By Jannine Larky
This article is a part of the January/February 2021, Volume 33, Number 1, Audiology Today issue.
The year 2020 has been unlike any other. California’s fire season, spanning from August to November, now logs 8,834 fire incidents, 31 fatalities, the loss of 10,488 structures, and an estimated 4,149,345 acres burned—an area larger than the state of Connecticut (CA.gov, 2020 and Wigglesworth, 2020).
Nearly 20,000 firefighters participated in fighting these fires, some coming from as far away as Israel. The largest and most devastating fires began in mid-August when a lightning storm sparked dozens of fires in Northern California. Burning across six counties, the August Complex fire is the largest wildfire in California history (Stelloh, 2020).
Who are these heroes who help protect our homes, businesses, properties and lives from these devastating fires? They are women and men who persevered to make their dream a reality and who completed training in the fire fighter’s academy and passed rigorous requirements addressing one’s physical health and moral character. The bar for admission into this profession is very high.

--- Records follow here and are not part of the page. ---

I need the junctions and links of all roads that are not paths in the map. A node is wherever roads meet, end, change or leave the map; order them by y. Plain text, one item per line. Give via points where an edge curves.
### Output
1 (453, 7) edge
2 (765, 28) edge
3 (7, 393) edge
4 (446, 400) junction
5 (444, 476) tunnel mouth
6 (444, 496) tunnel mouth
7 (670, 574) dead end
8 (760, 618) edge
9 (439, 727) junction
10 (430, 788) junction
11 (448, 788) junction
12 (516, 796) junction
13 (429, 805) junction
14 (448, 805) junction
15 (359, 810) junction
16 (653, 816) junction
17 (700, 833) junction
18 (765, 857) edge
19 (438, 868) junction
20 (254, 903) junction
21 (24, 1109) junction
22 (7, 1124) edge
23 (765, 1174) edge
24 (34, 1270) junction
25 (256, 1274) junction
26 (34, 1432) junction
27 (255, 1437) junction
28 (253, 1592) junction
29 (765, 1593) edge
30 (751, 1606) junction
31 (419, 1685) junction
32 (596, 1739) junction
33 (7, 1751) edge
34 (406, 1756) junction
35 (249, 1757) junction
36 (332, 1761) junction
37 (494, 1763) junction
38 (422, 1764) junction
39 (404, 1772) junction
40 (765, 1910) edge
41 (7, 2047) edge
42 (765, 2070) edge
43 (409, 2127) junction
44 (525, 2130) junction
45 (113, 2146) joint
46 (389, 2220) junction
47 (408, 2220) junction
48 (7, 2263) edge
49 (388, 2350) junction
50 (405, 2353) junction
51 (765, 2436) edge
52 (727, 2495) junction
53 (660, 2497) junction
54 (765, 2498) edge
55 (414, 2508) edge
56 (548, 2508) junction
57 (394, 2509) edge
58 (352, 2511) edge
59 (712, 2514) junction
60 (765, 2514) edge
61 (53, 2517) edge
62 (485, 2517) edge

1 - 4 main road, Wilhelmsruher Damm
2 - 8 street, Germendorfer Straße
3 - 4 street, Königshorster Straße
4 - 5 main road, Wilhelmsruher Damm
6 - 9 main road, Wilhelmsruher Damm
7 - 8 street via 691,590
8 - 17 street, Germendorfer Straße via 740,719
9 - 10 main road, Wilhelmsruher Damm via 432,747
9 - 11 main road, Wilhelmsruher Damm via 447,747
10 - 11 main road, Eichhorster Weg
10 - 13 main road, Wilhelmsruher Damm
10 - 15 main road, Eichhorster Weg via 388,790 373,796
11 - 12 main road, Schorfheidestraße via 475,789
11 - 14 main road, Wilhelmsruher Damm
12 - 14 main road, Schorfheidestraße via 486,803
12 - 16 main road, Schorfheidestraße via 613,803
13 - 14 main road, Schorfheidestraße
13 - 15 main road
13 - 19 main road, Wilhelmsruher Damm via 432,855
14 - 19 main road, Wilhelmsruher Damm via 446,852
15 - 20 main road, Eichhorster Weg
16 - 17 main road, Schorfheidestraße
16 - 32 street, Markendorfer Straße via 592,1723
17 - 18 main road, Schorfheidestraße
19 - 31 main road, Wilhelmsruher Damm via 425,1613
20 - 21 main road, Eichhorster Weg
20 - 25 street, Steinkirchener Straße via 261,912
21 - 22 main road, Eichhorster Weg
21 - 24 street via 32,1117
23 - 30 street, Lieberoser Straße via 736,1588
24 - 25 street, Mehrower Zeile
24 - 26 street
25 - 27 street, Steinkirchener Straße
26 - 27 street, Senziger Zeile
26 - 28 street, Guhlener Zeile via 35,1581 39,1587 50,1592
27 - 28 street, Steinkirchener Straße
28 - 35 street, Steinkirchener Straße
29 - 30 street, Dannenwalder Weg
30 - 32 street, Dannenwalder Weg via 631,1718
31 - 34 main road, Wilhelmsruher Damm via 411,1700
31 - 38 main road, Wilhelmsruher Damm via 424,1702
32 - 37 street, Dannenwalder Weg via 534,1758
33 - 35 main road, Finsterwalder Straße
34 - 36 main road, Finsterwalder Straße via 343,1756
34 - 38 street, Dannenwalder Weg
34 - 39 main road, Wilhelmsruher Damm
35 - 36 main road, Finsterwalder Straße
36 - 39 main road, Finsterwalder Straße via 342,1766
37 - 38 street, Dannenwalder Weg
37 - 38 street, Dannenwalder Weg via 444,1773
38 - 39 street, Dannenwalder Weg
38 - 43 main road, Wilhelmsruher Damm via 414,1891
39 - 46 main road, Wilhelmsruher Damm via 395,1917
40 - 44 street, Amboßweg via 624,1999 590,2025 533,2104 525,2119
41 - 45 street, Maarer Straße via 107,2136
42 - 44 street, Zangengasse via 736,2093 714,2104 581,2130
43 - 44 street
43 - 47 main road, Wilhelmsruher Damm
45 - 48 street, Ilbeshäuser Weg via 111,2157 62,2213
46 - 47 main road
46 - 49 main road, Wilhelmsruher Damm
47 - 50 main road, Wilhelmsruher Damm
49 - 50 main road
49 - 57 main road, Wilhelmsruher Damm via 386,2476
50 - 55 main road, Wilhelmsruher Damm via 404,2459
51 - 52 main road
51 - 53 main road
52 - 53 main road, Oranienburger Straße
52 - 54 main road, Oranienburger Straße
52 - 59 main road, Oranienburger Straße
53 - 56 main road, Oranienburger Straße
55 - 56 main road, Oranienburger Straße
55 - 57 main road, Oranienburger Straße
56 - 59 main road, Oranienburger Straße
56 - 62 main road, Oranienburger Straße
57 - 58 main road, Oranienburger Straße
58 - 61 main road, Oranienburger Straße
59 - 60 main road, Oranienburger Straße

Amy McClure has been a California firefighter for 10 years. She is also deaf and uses bilateral cochlear implants. Ever since childhood she thought firefighting was the coolest job in the world, but because she had no female firefighters as role models, she did not pursue firefighting as a career. Instead, she majored in cell biology and biochemistry in college and worked as a research scientist for 10 years after college. Yet firefighting continued to pull at her.

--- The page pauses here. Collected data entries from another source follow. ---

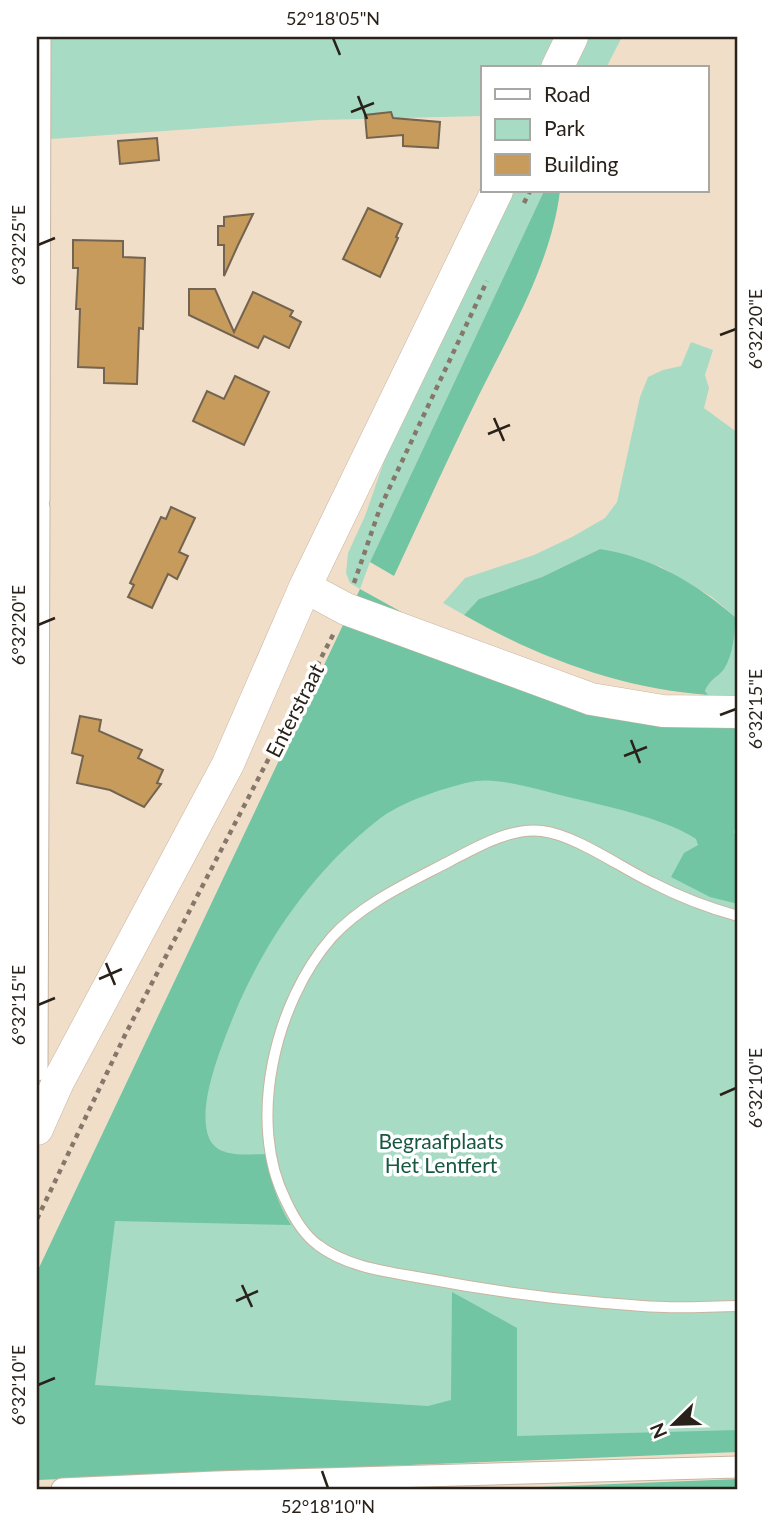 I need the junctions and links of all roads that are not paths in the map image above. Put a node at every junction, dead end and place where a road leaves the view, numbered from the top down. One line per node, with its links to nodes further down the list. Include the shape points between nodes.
1 (40, 37): 5 (street)
2 (572, 37): 3 (main road)
3 (557, 66)
4 (497, 192): 6 (main road, Enterstraat)
5 (39, 326): 9 (street)
6 (305, 587): 7 (main road, via 346,609 591,699 663,710); 9 (main road, Enterstraat, via 228,764)
7 (738, 712)
8 (738, 916): 11 (lane, via 654,884 573,841 541,831 502,836 386,896 334,936 290,1006 277,1045 267,1103 268,1147 278,1186 315,1244 343,1261 488,1290 566,1300 662,1307)
9 (44, 1074): 10 (main road, Enterstraat)
10 (37, 1129)
11 (738, 1306)
12 (738, 1467): 13 (street)
13 (216, 1486): 14 (street)
14 (62, 1489)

As she approached her 30s, she reconsidered a career in firefighting. Encouraged by close friends who were also making career changes, as well as by female firefighters she met, Amy began the process of becoming a firefighter, starting with becoming an Emergency Medical Technician (EMT), a hiring requirement. About this time, Amy was diagnosed with hearing loss, which is prevalent in her family. Her maternal grandfather received a cochlear implant in his 70s.
Amy was worried that her hearing loss would prevent her from advancing and achieving her dream job. As she moved through the hiring process, time and again it was the physical exam and the diagnosis of hearing loss that blocked her from advancing to the hiring phase. But then the Lyric hearing aid arrived on the scene. With the extended-wear capabilities and placement deep within the ear canal, she was able to pass the hearing test and was hired.